> **Task statement**
What lines in the following entries hold the word "Vanguard"? Copy each one.
────────
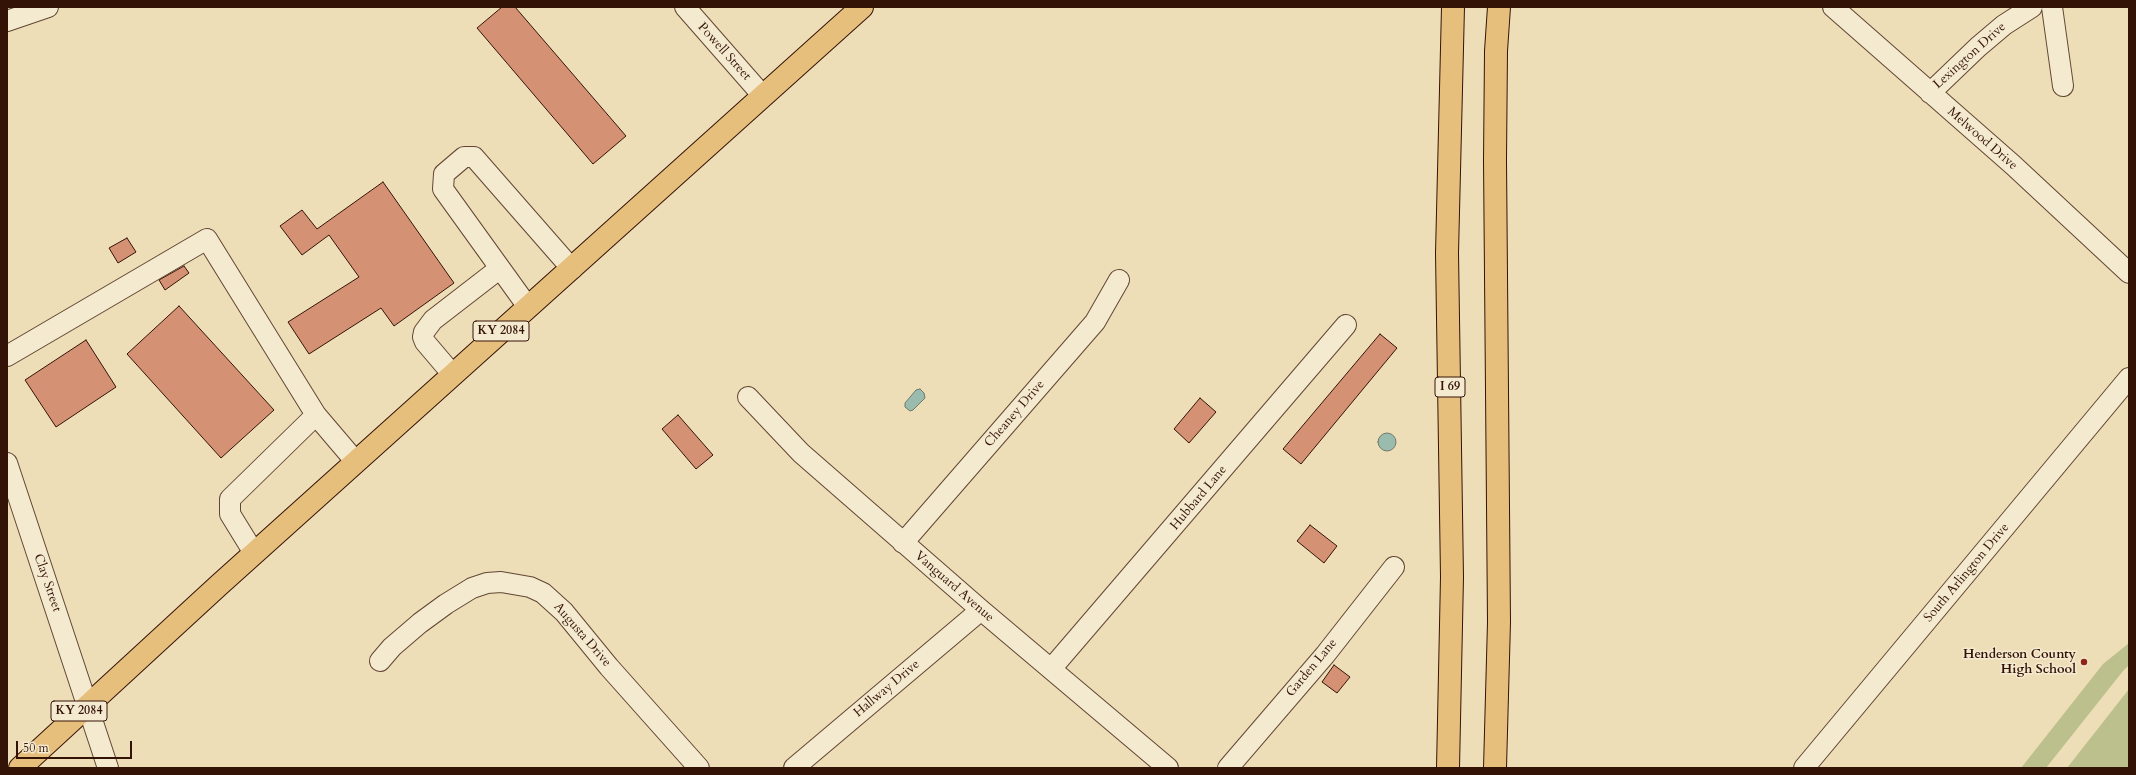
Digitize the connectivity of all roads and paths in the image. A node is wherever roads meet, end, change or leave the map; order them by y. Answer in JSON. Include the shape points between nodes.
{"nodes":[{"id":1,"x":48,"y":7,"type":"edge"},
{"id":2,"x":685,"y":7,"type":"edge"},
{"id":3,"x":862,"y":7,"type":"edge"},
{"id":4,"x":1453,"y":7,"type":"edge"},
{"id":5,"x":1500,"y":7,"type":"edge"},
{"id":6,"x":1833,"y":7,"type":"edge"},
{"id":7,"x":2032,"y":7,"type":"edge"},
{"id":8,"x":2052,"y":7,"type":"edge"},
{"id":9,"x":7,"y":21,"type":"edge"},
{"id":10,"x":2063,"y":86,"type":"dead end"},
{"id":11,"x":1930,"y":93,"type":"junction"},
{"id":12,"x":763,"y":96,"type":"junction"},
{"id":13,"x":499,"y":269,"type":"junction"},
{"id":14,"x":572,"y":269,"type":"junction"},
{"id":15,"x":2129,"y":273,"type":"edge"},
{"id":16,"x":1119,"y":280,"type":"dead end"},
{"id":17,"x":528,"y":307,"type":"junction"},
{"id":18,"x":1346,"y":325,"type":"dead end"},
{"id":19,"x":7,"y":356,"type":"edge"},
{"id":20,"x":453,"y":375,"type":"junction"},
{"id":21,"x":2129,"y":378,"type":"edge"},
{"id":22,"x":748,"y":397,"type":"dead end"},
{"id":23,"x":316,"y":415,"type":"junction"},
{"id":24,"x":356,"y":462,"type":"junction"},
{"id":25,"x":7,"y":464,"type":"edge"},
{"id":26,"x":903,"y":543,"type":"junction"},
{"id":27,"x":254,"y":553,"type":"junction"},
{"id":28,"x":1394,"y":566,"type":"dead end"},
{"id":29,"x":981,"y":610,"type":"junction"},
{"id":30,"x":380,"y":661,"type":"dead end"},
{"id":31,"x":1051,"y":669,"type":"junction"},
{"id":32,"x":88,"y":704,"type":"junction"},
{"id":33,"x":20,"y":768,"type":"edge"},
{"id":34,"x":108,"y":768,"type":"edge"},
{"id":35,"x":699,"y":768,"type":"edge"},
{"id":36,"x":794,"y":768,"type":"edge"},
{"id":37,"x":1168,"y":768,"type":"edge"},
{"id":38,"x":1228,"y":768,"type":"edge"},
{"id":39,"x":1448,"y":768,"type":"edge"},
{"id":40,"x":1496,"y":768,"type":"edge"},
{"id":41,"x":1804,"y":768,"type":"edge"}],
"edges":[{"from":1,"to":9,"type":"street"},
{"from":2,"to":12,"type":"street","name":"Powell Street"},
{"from":3,"to":12,"type":"main road","number":"KY 2084"},
{"from":4,"to":39,"type":"main road","number":"I 69","via":[[1447,253],[1452,570]]},
{"from":5,"to":40,"type":"main road","via":[[1496,51],[1495,160],[1499,622]]},
{"from":6,"to":11,"type":"street","name":"Melwood Drive"},
{"from":7,"to":11,"type":"street","name":"Lexington Drive","via":[[1978,46]]},
{"from":8,"to":10,"type":"street"},
{"from":11,"to":15,"type":"street","name":"Melwood Drive","via":[[2013,165]]},
{"from":12,"to":14,"type":"main road","number":"KY 2084"},
{"from":13,"to":14,"type":"street","via":[[443,189],[444,174],[464,157],[474,157]]},
{"from":13,"to":17,"type":"street"},
{"from":13,"to":20,"type":"street","via":[[433,320],[424,332],[425,342]]},
{"from":14,"to":17,"type":"main road","number":"KY 2084"},
{"from":16,"to":26,"type":"street","name":"Cheaney Drive","via":[[1095,322]]},
{"from":17,"to":20,"type":"main road","number":"KY 2084"},
{"from":18,"to":31,"type":"street","name":"Hubbard Lane"},
{"from":19,"to":23,"type":"street","via":[[207,239]]},
{"from":20,"to":24,"type":"main road","number":"KY 2084"},
{"from":21,"to":41,"type":"street","name":"South Arlington Drive"},
{"from":22,"to":26,"type":"street","name":"Vanguard Avenue","via":[[801,453]]},
{"from":23,"to":24,"type":"street"},
{"from":23,"to":27,"type":"street","via":[[230,499],[230,514]]},
{"from":24,"to":27,"type":"main road","number":"KY 2084"},
{"from":25,"to":32,"type":"street","name":"Clay Street"},
{"from":26,"to":29,"type":"street","name":"Vanguard Avenue"},
{"from":27,"to":32,"type":"main road","number":"KY 2084"},
{"from":28,"to":38,"type":"street","name":"Garden Lane","via":[[1324,655]]},
{"from":29,"to":31,"type":"street","name":"Vanguard Avenue"},
{"from":29,"to":36,"type":"street","name":"Hallway Drive"},
{"from":30,"to":35,"type":"street","name":"Augusta Drive","via":[[420,623],[472,588],[501,582],[530,587],[543,593],[564,612]]},
{"from":31,"to":37,"type":"street","name":"Vanguard Avenue"},
{"from":32,"to":33,"type":"main road","number":"KY 2084"},
{"from":32,"to":34,"type":"street","name":"Clay Street"}]}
────────
> **Answer below**
{"from":22,"to":26,"type":"street","name":"Vanguard Avenue","via":[[801,453]]},
{"from":26,"to":29,"type":"street","name":"Vanguard Avenue"},
{"from":29,"to":31,"type":"street","name":"Vanguard Avenue"},
{"from":31,"to":37,"type":"street","name":"Vanguard Avenue"},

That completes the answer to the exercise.